- **What to work on**:
Across all the entries below, count each line that holds "Georgian" and report the figure only.

= = = = = = =

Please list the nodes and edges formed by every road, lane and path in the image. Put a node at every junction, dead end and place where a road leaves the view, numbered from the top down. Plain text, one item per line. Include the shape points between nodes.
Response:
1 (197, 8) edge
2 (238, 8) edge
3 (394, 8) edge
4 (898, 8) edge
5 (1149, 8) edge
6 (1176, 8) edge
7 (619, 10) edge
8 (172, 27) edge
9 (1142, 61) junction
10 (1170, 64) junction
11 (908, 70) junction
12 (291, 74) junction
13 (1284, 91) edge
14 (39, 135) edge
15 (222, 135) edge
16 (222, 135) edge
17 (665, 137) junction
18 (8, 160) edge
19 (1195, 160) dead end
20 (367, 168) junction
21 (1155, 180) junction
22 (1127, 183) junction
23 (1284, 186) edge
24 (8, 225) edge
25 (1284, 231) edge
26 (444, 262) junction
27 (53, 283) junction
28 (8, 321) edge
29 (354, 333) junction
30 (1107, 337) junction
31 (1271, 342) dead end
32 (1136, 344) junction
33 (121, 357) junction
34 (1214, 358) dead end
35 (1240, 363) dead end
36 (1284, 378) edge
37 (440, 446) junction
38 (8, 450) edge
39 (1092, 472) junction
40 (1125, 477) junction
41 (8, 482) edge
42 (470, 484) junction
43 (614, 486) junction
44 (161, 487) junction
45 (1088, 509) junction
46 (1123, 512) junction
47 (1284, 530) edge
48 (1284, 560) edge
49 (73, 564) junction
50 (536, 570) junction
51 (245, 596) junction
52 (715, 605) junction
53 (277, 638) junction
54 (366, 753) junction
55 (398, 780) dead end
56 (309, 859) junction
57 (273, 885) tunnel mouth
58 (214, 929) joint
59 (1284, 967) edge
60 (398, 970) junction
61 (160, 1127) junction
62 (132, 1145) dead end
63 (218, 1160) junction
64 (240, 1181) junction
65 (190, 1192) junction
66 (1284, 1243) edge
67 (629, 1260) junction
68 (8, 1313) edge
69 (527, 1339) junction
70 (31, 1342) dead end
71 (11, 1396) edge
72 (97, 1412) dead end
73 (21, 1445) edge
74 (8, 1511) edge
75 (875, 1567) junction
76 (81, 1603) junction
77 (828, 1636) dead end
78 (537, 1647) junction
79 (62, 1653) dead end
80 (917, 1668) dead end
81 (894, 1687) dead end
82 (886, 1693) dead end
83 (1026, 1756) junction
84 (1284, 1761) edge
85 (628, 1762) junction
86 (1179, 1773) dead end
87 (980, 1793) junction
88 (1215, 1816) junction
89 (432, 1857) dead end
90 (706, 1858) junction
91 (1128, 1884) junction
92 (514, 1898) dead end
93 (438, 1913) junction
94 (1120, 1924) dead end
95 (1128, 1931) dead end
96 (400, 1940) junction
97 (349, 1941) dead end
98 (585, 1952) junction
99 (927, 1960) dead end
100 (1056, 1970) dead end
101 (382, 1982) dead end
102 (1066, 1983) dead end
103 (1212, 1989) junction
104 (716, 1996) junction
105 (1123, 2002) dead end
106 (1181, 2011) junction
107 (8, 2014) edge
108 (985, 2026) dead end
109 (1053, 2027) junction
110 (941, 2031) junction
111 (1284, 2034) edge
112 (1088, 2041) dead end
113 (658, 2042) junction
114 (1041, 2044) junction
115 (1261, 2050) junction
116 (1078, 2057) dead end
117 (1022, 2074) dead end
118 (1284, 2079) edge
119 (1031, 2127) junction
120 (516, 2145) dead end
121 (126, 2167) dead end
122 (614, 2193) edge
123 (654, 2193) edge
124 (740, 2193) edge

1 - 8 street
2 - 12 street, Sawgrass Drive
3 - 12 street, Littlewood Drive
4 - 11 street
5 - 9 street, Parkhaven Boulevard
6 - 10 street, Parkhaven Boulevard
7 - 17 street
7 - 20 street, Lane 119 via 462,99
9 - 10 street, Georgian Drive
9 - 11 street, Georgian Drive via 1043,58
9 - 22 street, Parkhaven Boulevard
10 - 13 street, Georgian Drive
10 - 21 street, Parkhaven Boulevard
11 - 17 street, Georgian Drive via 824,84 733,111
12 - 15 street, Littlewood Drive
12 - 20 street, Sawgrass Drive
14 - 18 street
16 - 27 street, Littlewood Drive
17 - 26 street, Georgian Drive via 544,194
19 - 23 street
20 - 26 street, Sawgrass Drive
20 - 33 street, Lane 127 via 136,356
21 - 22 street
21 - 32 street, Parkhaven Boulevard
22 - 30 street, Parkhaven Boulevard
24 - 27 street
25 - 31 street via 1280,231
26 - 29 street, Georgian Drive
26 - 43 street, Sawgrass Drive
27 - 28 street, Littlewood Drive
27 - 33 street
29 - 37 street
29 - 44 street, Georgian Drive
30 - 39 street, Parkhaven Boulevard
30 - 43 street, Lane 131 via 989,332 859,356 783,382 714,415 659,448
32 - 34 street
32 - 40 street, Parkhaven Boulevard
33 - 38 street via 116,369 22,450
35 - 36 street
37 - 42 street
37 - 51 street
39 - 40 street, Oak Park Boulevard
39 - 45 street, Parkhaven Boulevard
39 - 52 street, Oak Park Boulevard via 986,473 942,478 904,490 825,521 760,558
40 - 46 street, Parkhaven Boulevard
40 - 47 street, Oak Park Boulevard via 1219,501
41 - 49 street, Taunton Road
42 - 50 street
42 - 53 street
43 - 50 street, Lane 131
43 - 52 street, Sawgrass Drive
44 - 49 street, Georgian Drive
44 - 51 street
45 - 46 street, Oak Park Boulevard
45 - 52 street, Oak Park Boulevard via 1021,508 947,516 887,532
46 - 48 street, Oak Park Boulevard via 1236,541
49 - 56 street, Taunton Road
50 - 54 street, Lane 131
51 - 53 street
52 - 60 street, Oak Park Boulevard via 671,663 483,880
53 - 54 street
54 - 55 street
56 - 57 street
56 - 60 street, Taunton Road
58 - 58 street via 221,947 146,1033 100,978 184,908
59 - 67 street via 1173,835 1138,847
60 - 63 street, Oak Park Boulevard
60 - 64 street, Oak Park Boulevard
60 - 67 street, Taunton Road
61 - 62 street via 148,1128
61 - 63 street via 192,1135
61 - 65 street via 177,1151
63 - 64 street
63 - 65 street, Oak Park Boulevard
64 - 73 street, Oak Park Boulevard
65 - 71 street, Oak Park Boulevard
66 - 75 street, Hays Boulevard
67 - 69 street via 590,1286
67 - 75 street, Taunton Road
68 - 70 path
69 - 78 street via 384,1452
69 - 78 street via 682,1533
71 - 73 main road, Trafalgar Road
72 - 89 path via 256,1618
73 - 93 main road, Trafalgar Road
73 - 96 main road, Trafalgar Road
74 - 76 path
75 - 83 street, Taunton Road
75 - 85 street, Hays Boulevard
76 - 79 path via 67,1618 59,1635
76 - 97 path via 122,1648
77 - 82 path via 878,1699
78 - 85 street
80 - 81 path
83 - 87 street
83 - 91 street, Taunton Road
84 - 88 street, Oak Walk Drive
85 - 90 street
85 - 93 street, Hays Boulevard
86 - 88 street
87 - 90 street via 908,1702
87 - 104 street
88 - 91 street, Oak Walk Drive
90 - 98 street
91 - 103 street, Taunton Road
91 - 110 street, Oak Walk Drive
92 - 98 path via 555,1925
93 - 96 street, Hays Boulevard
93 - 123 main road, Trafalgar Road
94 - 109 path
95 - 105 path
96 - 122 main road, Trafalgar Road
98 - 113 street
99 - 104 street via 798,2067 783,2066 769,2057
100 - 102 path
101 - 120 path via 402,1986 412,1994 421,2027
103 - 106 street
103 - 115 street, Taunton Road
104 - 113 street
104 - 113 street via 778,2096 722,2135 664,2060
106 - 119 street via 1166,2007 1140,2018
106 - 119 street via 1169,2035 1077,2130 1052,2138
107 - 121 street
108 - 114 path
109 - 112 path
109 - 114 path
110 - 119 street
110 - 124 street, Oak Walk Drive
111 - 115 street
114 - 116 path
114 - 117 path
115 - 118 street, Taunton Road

= = = = = = =

- **Exercise response**:
8